Boss della Camorra tradito da Facebook: arrestato in Spagna

Di questi tempi, si sa, su Facebook ci sono davvero tutti. Ma bisogna fare attenzione a quello che si scrive o alle foto che si condividono con amici virtuali e non, soprattutto quando si è ricercati. O magari quando si è la compagna di un ricercato. E’ la storia, questa, di un superlatitante della camorra, Salvatore D’Avino, di 39 anni. Le fotografie della sua compagna, postate su Facebook hanno tradito la sua latitanza. Il giovane è stato catturato in Spagna, a Marbella, dai carabinieri del Nucleo Investigativo di Napoli, assieme alla Guardia Civil. In pochissimi lo sapevano: il superlatitante era in Marocco da anni. Alla fine, grazie al social network di Marck Zuckemberg, Facebook appunto, lo hanno saputo tutti. Salvatore D’Avino aveva una compagna, marocchina, rifugiatasi in Spagna per partorire. E’ per questo motivo che D’Avino si trovava a Marbella.Tanta l’emozione della gravidanza e del parto che la giovane donna aveva pubblicato su facebook  delle fotografie romantiche: nelle istantanee c’erano i due in località turistiche della Costa del Sol. La giovane donna però non pensava in questo modo di porre fine alla libertà del suo compagno. Non ha pensato infatti che le foto che hanno indirizzato gli investigatori sulla pista giusta.

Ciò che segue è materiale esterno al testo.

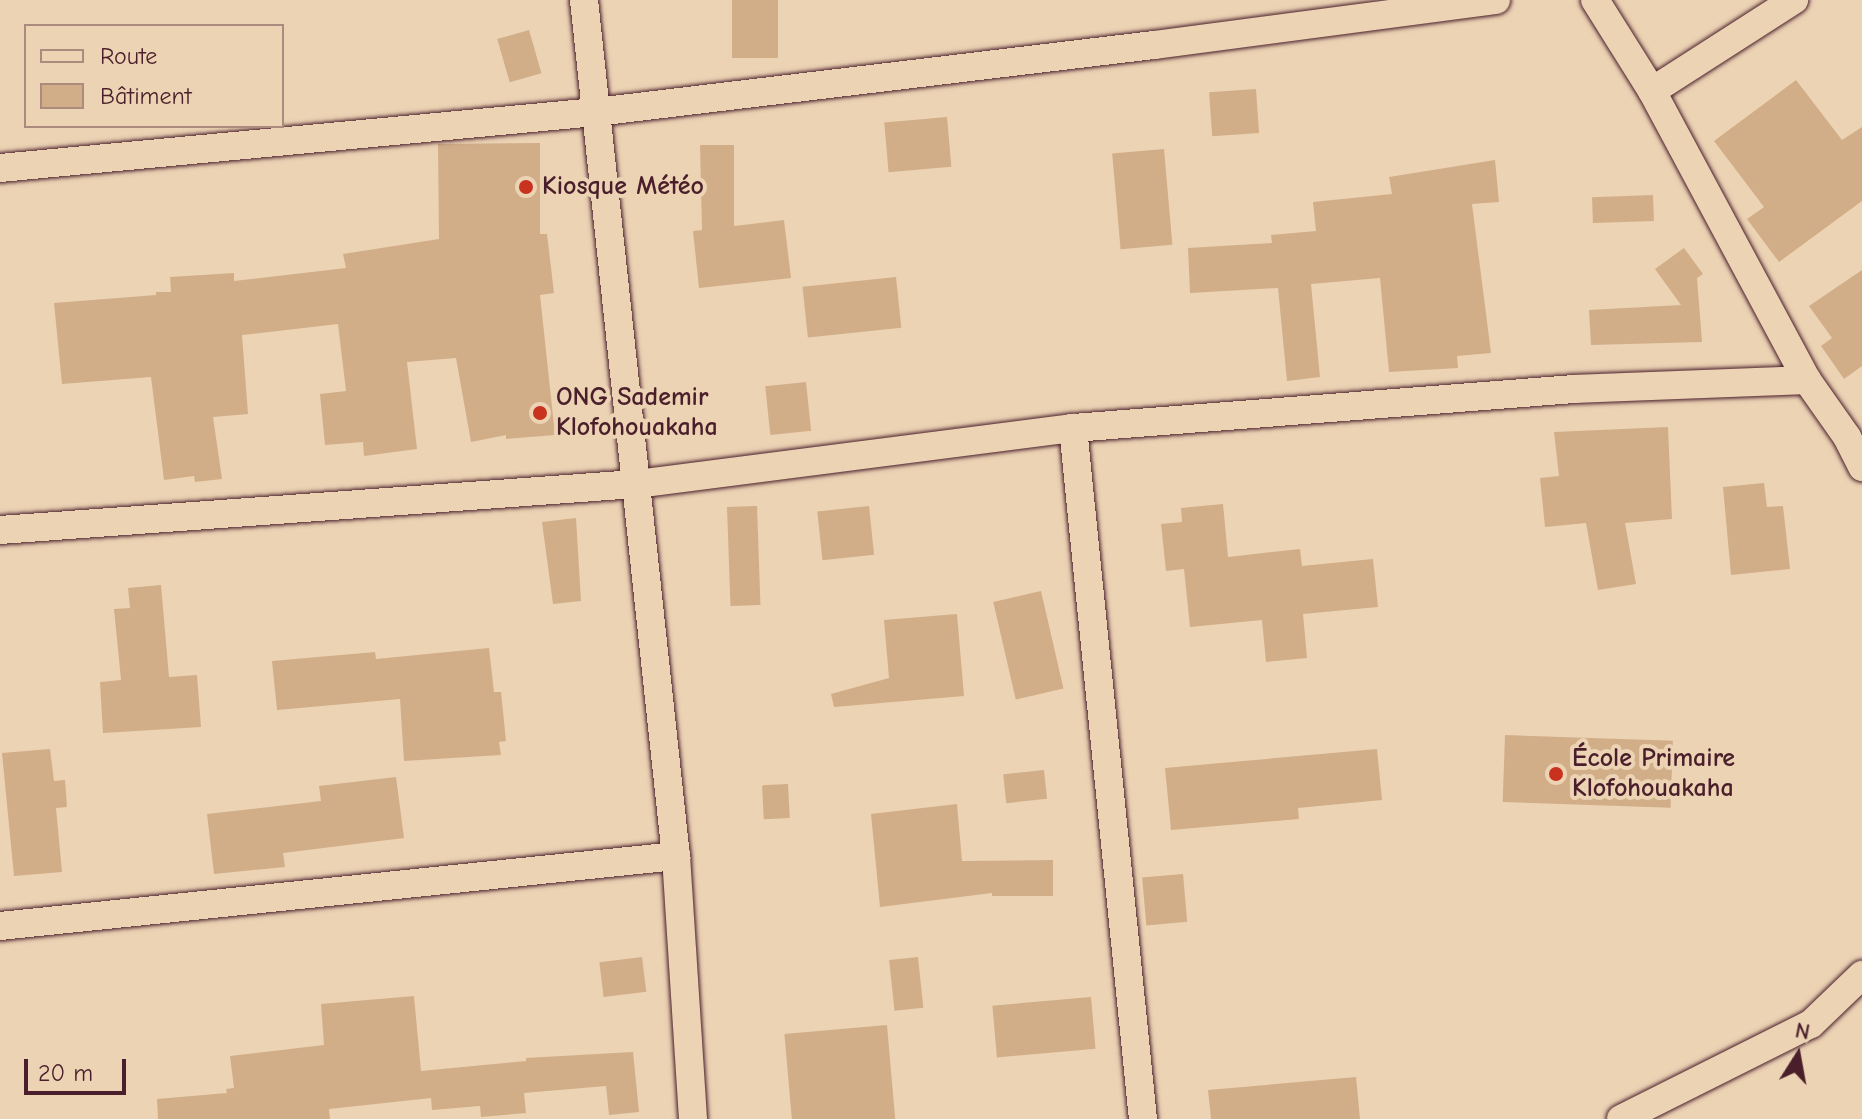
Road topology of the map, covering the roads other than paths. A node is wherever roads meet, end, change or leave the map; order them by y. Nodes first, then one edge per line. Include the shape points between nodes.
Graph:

D’Avino, per non lasciare tracce di sè, aveva raggiunto la Costa del Sol dal Marocco a bordo di una moto d’acqua. Il giovane era inserito, fino a ieri, nell’elenco dei 100 ricercati di massima pericolosità. I carabinieri lo hanno bloccato mentre si riforniva di benzina, in Spagna, a Marbella e gli hanno notificato due ordini di carcerazione emessi nel 2003 e 2007 dalla magistratura di Napoli. In tutto, il 39 enne superlatitante dovrà scontare circa 20 anni di reclusione per traffico e spaccio di droga aggravati dal metodo mafioso.